### Data listing:
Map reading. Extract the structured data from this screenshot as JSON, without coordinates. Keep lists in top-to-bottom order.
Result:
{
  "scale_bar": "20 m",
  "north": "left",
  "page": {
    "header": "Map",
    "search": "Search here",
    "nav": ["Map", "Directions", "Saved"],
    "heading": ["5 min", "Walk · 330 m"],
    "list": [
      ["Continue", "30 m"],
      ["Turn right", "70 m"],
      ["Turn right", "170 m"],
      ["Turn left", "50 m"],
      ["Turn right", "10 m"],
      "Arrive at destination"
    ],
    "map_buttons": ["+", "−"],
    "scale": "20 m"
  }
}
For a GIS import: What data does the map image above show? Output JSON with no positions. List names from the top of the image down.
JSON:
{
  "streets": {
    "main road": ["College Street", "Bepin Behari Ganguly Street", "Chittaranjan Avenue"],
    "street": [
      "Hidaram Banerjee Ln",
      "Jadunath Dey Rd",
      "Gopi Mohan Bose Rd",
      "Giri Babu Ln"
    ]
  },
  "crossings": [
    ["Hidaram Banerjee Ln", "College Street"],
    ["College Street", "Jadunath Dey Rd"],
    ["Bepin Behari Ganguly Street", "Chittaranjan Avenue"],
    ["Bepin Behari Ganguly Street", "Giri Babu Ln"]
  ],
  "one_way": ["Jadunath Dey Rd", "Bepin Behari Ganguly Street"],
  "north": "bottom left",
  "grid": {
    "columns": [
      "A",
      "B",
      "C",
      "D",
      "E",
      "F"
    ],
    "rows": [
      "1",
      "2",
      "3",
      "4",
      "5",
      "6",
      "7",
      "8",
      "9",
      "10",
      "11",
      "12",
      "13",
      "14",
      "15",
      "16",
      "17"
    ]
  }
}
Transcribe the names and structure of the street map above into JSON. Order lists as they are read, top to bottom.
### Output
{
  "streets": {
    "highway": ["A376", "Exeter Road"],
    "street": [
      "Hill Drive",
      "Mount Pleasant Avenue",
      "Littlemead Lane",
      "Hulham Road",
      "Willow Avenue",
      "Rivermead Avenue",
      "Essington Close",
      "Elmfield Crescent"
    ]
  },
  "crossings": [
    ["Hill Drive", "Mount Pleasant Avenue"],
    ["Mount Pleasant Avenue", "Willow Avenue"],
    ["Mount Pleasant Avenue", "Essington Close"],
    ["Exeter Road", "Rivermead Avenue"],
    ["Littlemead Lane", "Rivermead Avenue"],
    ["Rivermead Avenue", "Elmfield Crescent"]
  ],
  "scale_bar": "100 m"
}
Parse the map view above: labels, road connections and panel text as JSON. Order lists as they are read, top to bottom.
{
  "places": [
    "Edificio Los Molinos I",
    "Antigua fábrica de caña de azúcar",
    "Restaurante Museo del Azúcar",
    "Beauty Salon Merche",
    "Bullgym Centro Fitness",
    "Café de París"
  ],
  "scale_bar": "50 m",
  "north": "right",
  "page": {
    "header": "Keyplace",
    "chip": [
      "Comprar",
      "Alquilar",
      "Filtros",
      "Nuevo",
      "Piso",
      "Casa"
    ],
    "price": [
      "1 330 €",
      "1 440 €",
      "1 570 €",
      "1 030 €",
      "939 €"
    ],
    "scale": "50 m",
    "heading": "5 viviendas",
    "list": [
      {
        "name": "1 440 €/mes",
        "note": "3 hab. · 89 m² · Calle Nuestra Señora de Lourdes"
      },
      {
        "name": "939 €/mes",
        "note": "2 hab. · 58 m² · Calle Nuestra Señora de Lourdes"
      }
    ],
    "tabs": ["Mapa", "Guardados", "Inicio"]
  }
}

### Problem description:
Would you restate exactly the lines of the material above, from its opening line through the line with "For a GIS import: What", and output only those?

### Answer section:
Map reading. Extract the structured data from this screenshot as JSON, without coordinates. Keep lists in top-to-bottom order.
Result:
{
  "scale_bar": "20 m",
  "north": "left",
  "page": {
    "header": "Map",
    "search": "Search here",
    "nav": ["Map", "Directions", "Saved"],
    "heading": ["5 min", "Walk · 330 m"],
    "list": [
      ["Continue", "30 m"],
      ["Turn right", "70 m"],
      ["Turn right", "170 m"],
      ["Turn left", "50 m"],
      ["Turn right", "10 m"],
      "Arrive at destination"
    ],
    "map_buttons": ["+", "−"],
    "scale": "20 m"
  }
}
For a GIS import: What data does the map image above show? Output JSON with no positions. List names from the top of the image down.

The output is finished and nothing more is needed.